If you want a better understanding of what values to pass, check out the scrypt documentation on the Tarsnap website. If in doubt, set $r = 8 and $p = 1 and set $N to a sufficient power of 2 (i.e. 8192, 16384, 32768, 65536, etc.).

The author of the scrypt PECL extension offers an example wrapper class here; however, it uses mt_rand() for salt generation. A more attractive example would be to use mcrypt_create_iv() or openssl_random_pseudo_bytes() and then base64_encode() the result for storage.
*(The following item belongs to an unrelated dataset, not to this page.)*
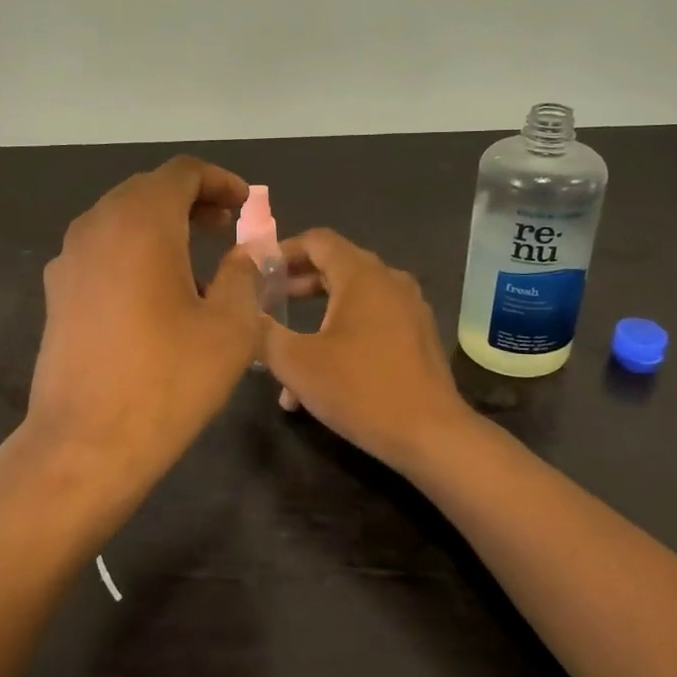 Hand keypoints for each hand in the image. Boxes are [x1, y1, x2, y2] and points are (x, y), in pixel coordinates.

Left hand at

So if you'd prefer, I forked their github repo and made my own changes here. You can also use your own library, but doing so could result in disaster; it would be better to have a trusted cryptographer write it for you.

Update: They have since corrected the salt generation code to use a CSPRNG, so their code is safe to use.

Using the aforementioned library, generating a hash is as simple as:

  $hash = Password::hash($yourPassword);

Verifying your hash is as simple as:

if(Password::check($_POST['password'], $storedPasswordHash)) {
    // Success
} else {
    // Failure

Security Considerations

Salts are not considered cryptographic secrets (since they are stored as plaintext with the password hashes). Using a stronger random number generator than mt_rand() might not be necessary; however, I beleive it is more prudent to do so when possible.

In Conclusion

When I set out to use scrypt for passwords, I thought it would be a much more daunting task. Fortunately, Dominic Black did a lot of the groundwork and there's basically no excuse to not use it for new systems that aren't already using pbkdf2 or bcrypt. Otherwise, it's time for an upgrade.